_Exercise_:
Could you filter the records below down to the lines that include the word "Díaz"?

_Data records_:
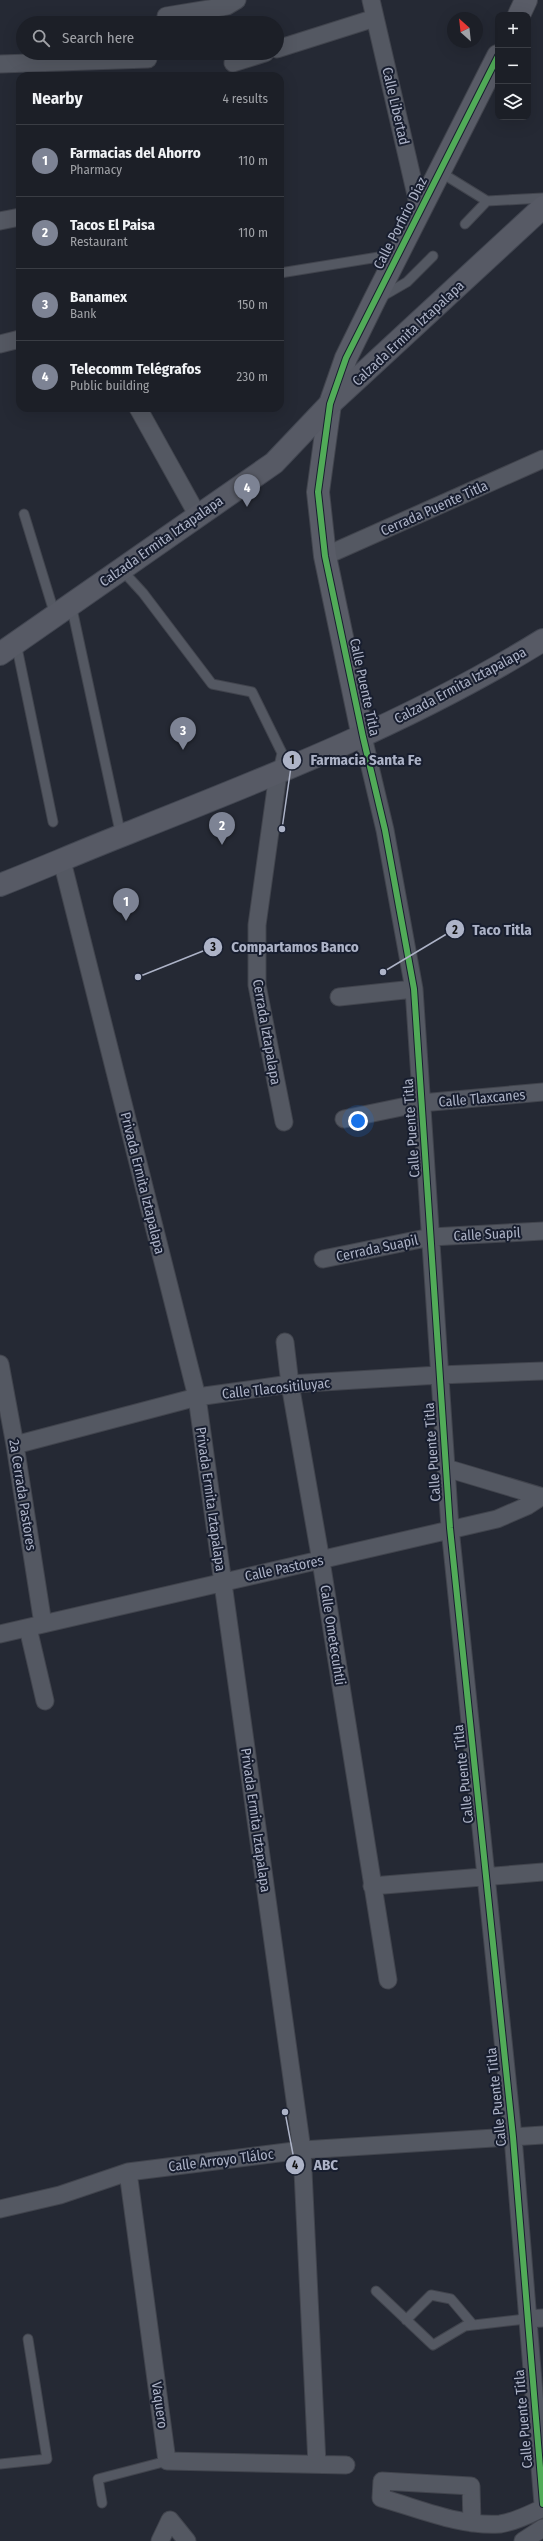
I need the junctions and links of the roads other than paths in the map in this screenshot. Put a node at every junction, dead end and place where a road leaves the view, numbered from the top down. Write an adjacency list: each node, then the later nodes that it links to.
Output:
1 (237, 0): 5 (street)
2 (371, 0): 6 (street, Calle Libertad)
3 (526, 0): 4 (street)
4 (520, 12)
5 (166, 16)
6 (375, 18): 7 (street); 17 (street, Calle Libertad)
7 (284, 47)
8 (118, 60): 12 (street)
9 (243, 60): 11 (street)
10 (495, 62): 13 (street, Calle Porfirio Díaz)
11 (233, 63)
12 (0, 64)
13 (440, 172): 15 (lane); 17 (street, Calle Porfirio Díaz)
14 (543, 198): 15 (lane)
15 (487, 201): 20 (lane)
16 (543, 207): 27 (main road, Calzada Ermita Iztapalapa)
17 (420, 212): 21 (street, Calle Porfirio Díaz)
18 (16, 218): 19 (street)
19 (0, 221)
20 (465, 224)
21 (399, 254): 23 (lane); 24 (street, Calle Porfirio Díaz)
22 (433, 256): 24 (lane)
23 (284, 271)
24 (374, 301): 27 (street, Calle Porfirio Díaz)
25 (16, 340): 26 (street)
26 (0, 344)
27 (330, 404): 31 (main road, Calzada Ermita Iztapalapa); 32 (street, Calle Puente Titla)
28 (140, 412): 31 (street)
29 (543, 459): 32 (street, Cerrada Puente Titla)
30 (24, 514): 34 (lane)
31 (198, 516): 33 (main road, Calzada Ermita Iztapalapa)
32 (325, 556): 37 (street, Calle Puente Titla)
33 (121, 569): 34 (main road, Calzada Ermita Iztapalapa); 38 (lane)
34 (63, 610): 36 (main road, Calzada Ermita Iztapalapa); 40 (lane)
35 (543, 640): 37 (main road, Calzada Ermita Iztapalapa)
36 (8, 648): 39 (lane)
37 (363, 737): 38 (main road, Calzada Ermita Iztapalapa); 43 (street, Calle Puente Titla)
38 (278, 774): 40 (main road, Calzada Ermita Iztapalapa); 48 (street, Cerrada Iztapalapa)
39 (53, 822)
40 (121, 836): 41 (main road, Calzada Ermita Iztapalapa)
41 (62, 861): 42 (main road, Calzada Ermita Iztapalapa); 57 (street, Privada Ermita Iztapalapa)
42 (0, 885)
43 (414, 989): 44 (street); 46 (street, Calle Puente Titla)
44 (340, 997)
45 (543, 1092): 46 (street, Calle Tlaxcanes)
46 (421, 1103): 47 (street); 50 (street, Calle Puente Titla)
47 (344, 1120)
48 (284, 1122)
49 (543, 1232): 50 (street, Calle Suapil)
50 (431, 1237): 51 (street, Cerrada Suapil); 55 (street, Calle Puente Titla)
51 (323, 1259)
52 (285, 1342): 56 (street, Calle Ometecuhtli)
53 (1, 1365): 58 (street, 2a Cerrada Pastores)
54 (543, 1371): 55 (street, Calle Tlacositiluyac)
55 (439, 1375): 56 (street, Calle Tlacositiluyac); 59 (street, Calle Puente Titla)
56 (290, 1384): 57 (street, Calle Tlacositiluyac); 62 (street, Calle Ometecuhtli)
57 (198, 1397): 58 (street, Calle Tlacositiluyac); 63 (street, Privada Ermita Iztapalapa)
58 (15, 1445): 64 (street, 2a Cerrada Pastores)
59 (446, 1468): 60 (street); 61 (street, Calle Puente Titla)
60 (542, 1497): 61 (street, Calle Pastores)
61 (450, 1528): 62 (street, Calle Pastores); 68 (street, Calle Puente Titla)
62 (321, 1561): 63 (street, Calle Pastores); 69 (street, Calle Ometecuhtli)
63 (222, 1582): 64 (street, Calle Pastores); 73 (street, Privada Ermita Iztapalapa)
64 (36, 1626): 65 (street, Calle Pastores); 66 (street, 2a Cerrada Pastores)
65 (0, 1634)
66 (45, 1701)
67 (543, 1872): 68 (street)
68 (486, 1876): 69 (street); 72 (street, Calle Puente Titla)
69 (372, 1886): 70 (street, Calle Ometecuhtli)
70 (388, 1980)
71 (543, 2135): 72 (street, Calle Arroyo Tláloc)
72 (513, 2137): 73 (street, Calle Arroyo Tláloc); 77 (street, Calle Puente Titla)
73 (302, 2150): 74 (street, Calle Arroyo Tláloc); 83 (street, Privada Ermita Iztapalapa)
74 (128, 2172): 75 (street, Calle Arroyo Tláloc); 81 (street, Vaquero)
75 (0, 2210)
76 (376, 2291): 78 (lane)
77 (535, 2318): 79 (lane); 86 (street, Calle Puente Titla)
78 (406, 2320): 79 (lane); 79 (lane)
79 (472, 2325)
80 (28, 2339): 82 (lane)
81 (167, 2461): 83 (street); 85 (lane)
82 (0, 2464)
83 (317, 2464): 84 (street)
84 (346, 2465)
85 (102, 2503)
86 (543, 2504)
87 (543, 2508): 88 (street)
88 (472, 2523): 88 (street)
89 (543, 2528): 92 (street)
90 (160, 2541): 91 (street)
91 (187, 2541)
92 (523, 2541)

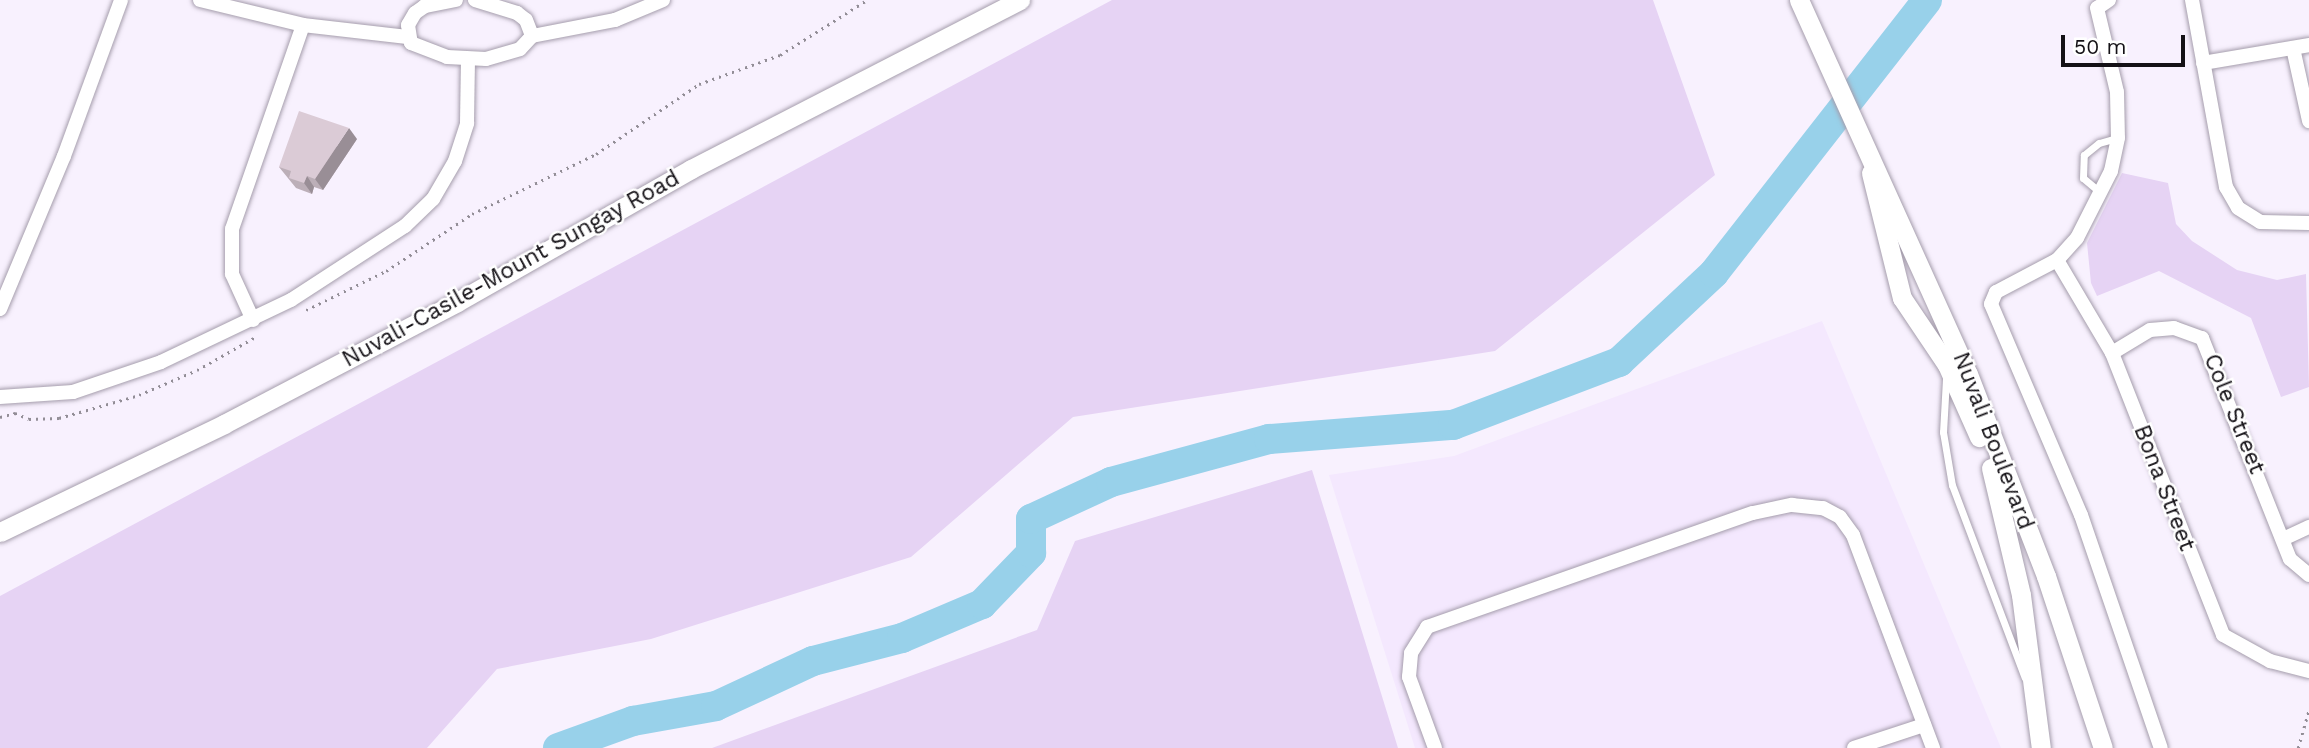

_Finished task_:
10 (495, 62): 13 (street, Calle Porfirio Díaz)
13 (440, 172): 15 (lane); 17 (street, Calle Porfirio Díaz)
17 (420, 212): 21 (street, Calle Porfirio Díaz)
21 (399, 254): 23 (lane); 24 (street, Calle Porfirio Díaz)
24 (374, 301): 27 (street, Calle Porfirio Díaz)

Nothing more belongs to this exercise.